How do you approach aging? Do you accept it as inevitable or does it cause you angst?

I think about aging a lot, out of curiosity as I’m getting old. But not in a negative way.

After all, there’s nothing to do about it. Aging is inevitable, like death and paying taxes.

Yet, many members of the younger generation seemed hung up on the question of aging.

I recently met Karen in the queue at the local coffee house. Karen is a good friend of my eldest son, so we’ve known each other for a long time.

As a conversation opener, and in a downbeat tone, she lamented that her approaching 40th birthday was the beginning of old age.

As a child in the late ’50s, I denied that 40 was the beginning of her old age.

“Look at me” I suggested. “This is old age. You’re in your prime.”

Karen was skeptical. She was convinced that reaching 40 was stepping across the Rubicon into her antiquity.

I reminded Karen that age partly defines who we are at all stages of life — whether as an angst-ridden teenager or an ambitious 20-something.

Our age, whatever it is, should be celebrated. For Karen, reaching 40 wasn’t just a number. It was a reflection of her life, her experiences, her loves and losses, her successes and failures, her wisdom, and her resilience.
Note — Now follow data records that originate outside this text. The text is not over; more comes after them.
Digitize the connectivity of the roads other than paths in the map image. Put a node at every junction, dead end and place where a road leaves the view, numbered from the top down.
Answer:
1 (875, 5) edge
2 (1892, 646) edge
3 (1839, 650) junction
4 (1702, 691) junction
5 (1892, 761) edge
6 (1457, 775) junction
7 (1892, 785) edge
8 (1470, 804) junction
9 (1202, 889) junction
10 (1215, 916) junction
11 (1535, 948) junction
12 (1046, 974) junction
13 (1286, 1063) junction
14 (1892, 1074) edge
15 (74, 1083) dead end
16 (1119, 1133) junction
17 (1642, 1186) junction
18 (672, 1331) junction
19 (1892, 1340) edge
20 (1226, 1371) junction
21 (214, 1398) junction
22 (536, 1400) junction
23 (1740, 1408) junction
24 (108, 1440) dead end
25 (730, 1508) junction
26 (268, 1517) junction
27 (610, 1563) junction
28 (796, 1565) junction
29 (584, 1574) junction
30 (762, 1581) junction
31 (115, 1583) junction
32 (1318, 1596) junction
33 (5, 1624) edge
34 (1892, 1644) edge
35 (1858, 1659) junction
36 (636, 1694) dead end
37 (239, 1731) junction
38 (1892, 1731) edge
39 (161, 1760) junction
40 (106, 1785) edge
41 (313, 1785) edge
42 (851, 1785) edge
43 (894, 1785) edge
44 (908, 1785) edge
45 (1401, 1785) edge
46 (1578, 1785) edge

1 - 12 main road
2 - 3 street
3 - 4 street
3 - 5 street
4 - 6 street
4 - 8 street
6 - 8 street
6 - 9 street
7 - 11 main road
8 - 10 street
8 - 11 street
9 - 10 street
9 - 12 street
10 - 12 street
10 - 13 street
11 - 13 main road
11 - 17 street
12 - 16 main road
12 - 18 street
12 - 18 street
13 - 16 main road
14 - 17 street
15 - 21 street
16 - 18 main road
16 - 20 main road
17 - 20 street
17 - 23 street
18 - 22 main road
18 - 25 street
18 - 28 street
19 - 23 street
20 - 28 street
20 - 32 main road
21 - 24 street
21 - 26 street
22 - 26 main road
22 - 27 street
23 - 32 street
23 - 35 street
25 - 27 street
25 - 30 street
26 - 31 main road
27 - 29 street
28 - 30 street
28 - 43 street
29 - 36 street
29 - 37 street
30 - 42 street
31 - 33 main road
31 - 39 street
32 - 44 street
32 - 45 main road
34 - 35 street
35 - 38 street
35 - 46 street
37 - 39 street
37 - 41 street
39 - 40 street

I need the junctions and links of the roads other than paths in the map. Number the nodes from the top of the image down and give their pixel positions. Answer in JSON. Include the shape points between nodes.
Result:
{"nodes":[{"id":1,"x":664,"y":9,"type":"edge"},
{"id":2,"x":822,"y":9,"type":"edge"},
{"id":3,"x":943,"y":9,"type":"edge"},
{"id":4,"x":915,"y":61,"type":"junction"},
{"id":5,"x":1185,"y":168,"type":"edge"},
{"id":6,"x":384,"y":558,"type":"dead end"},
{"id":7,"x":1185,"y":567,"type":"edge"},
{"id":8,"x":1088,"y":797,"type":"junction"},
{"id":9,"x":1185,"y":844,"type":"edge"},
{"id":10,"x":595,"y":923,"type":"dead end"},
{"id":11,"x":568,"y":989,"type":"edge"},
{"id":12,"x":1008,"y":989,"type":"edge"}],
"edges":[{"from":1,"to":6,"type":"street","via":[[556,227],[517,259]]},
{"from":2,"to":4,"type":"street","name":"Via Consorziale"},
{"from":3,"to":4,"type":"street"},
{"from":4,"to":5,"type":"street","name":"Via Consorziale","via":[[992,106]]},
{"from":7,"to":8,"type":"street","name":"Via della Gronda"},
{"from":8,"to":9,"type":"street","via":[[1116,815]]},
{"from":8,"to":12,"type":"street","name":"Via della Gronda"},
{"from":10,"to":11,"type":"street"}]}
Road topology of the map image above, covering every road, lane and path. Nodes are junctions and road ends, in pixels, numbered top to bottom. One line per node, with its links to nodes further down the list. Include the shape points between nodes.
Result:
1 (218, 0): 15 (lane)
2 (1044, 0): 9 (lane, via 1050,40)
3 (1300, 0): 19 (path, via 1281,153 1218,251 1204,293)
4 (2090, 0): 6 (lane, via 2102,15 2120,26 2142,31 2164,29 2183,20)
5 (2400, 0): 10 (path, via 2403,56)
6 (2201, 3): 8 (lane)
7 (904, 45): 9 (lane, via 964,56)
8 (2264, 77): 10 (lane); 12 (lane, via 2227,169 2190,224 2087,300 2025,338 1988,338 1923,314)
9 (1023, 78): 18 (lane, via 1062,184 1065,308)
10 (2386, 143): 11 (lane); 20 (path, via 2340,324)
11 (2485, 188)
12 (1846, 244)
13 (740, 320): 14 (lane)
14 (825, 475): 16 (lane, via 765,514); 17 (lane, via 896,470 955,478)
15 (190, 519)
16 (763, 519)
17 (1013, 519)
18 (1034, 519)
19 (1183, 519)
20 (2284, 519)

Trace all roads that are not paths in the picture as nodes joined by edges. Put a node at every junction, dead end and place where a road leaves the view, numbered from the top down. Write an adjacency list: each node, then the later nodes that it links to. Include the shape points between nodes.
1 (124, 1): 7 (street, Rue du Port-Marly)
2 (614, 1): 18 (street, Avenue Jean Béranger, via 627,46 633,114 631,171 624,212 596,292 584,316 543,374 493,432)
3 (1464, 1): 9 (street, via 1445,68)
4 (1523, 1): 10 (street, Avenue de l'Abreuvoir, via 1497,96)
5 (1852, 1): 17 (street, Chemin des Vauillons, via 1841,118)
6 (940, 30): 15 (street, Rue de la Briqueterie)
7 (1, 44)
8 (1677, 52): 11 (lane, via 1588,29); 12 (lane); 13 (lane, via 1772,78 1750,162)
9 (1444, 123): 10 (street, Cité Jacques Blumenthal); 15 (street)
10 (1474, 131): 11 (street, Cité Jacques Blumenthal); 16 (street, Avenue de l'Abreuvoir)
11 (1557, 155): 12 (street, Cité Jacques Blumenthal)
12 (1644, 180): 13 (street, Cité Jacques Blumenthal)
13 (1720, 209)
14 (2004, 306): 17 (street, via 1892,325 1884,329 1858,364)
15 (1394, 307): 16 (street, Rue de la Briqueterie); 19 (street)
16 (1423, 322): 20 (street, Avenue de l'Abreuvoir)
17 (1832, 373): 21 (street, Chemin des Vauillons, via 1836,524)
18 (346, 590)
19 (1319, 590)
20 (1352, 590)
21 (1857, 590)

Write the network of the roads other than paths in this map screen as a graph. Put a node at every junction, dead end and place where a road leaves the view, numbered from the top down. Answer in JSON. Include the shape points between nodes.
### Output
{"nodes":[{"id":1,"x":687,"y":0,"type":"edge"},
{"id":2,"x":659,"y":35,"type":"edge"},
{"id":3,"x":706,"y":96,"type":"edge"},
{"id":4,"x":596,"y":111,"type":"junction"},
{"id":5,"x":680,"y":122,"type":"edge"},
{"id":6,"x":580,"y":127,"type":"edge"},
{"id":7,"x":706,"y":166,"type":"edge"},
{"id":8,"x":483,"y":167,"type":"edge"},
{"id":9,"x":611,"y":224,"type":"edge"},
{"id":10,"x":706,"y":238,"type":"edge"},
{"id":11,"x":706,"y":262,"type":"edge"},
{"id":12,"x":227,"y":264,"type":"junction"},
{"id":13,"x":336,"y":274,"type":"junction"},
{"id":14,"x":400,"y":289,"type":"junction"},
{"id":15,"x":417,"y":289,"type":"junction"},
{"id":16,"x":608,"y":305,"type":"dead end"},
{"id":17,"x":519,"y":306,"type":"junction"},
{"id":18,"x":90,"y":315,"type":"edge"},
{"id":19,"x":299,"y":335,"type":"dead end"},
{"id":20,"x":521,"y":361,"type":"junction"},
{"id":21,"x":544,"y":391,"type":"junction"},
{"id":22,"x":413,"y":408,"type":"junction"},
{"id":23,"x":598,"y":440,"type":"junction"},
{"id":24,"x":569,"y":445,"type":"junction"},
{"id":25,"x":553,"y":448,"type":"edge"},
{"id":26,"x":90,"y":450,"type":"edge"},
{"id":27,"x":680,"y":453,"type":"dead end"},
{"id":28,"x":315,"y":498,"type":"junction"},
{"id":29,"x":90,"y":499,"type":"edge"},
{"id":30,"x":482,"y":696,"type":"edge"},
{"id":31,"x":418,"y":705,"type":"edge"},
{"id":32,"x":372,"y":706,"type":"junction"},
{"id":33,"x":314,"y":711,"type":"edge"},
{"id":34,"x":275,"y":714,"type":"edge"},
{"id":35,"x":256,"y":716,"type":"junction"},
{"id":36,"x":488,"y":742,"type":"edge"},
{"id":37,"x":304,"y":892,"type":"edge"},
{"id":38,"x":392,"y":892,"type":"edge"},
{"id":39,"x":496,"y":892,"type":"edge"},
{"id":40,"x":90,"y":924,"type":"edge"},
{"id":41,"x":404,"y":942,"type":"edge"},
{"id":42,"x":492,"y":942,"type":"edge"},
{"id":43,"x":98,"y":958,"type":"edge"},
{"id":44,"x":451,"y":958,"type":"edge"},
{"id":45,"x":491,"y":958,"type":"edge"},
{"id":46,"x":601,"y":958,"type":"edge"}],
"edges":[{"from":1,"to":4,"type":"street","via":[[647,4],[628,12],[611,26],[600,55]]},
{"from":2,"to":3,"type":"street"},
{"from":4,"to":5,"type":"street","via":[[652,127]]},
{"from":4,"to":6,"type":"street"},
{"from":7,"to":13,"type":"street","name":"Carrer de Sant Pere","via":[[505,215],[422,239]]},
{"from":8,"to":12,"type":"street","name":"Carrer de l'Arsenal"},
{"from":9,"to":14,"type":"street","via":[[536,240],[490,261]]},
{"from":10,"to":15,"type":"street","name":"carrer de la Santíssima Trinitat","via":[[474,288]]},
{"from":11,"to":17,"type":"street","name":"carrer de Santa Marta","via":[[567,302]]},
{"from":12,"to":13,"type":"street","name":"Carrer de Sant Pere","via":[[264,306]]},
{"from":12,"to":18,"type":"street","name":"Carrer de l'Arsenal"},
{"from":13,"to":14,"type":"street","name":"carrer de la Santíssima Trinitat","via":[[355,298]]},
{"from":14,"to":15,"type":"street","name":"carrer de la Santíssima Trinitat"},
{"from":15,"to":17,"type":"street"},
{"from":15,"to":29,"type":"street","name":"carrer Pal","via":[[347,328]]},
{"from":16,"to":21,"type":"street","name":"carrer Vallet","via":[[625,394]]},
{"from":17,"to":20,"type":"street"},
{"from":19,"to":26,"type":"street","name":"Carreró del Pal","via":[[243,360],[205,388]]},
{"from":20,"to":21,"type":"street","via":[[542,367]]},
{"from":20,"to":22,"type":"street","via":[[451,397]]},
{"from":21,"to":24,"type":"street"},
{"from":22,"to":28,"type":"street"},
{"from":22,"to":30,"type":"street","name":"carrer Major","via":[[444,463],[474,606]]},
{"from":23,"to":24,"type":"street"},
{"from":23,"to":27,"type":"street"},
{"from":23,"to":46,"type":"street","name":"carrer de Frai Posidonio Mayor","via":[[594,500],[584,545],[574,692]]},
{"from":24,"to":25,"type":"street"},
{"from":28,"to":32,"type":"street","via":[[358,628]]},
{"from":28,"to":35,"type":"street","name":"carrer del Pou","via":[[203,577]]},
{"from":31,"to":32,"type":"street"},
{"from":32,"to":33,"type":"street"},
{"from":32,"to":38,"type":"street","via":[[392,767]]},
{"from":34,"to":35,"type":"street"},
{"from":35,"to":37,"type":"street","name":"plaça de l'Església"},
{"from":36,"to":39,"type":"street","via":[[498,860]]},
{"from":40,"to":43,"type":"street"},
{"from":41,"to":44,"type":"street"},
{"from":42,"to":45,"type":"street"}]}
Instead of mourning, she should remember that her identity evolves with every milestone, every challenge she’s overcome, and every triumph celebrated. Her 40th birthday was the perfect time to look back on her life’s journey and understand the person she is now based on where she’s been.

I’ve come to believe that being older often means having a clearer sense of self. With age comes the ability to discern what truly matters in life and what doesn’t. The maturity that comes with age can help us define our values more clearly and stand by them more firmly.

Being older doesn’t merely define our identity — it enriches and deepens us, and provides a profound sense of perspective that only “time served” can offer.

So, every wrinkle is a testament to our wisdom; each gray hair signifies our experience. We should all embrace our age as an integral part of our identity because it symbolizes the story we’ve lived so far — and the chapters yet to be written.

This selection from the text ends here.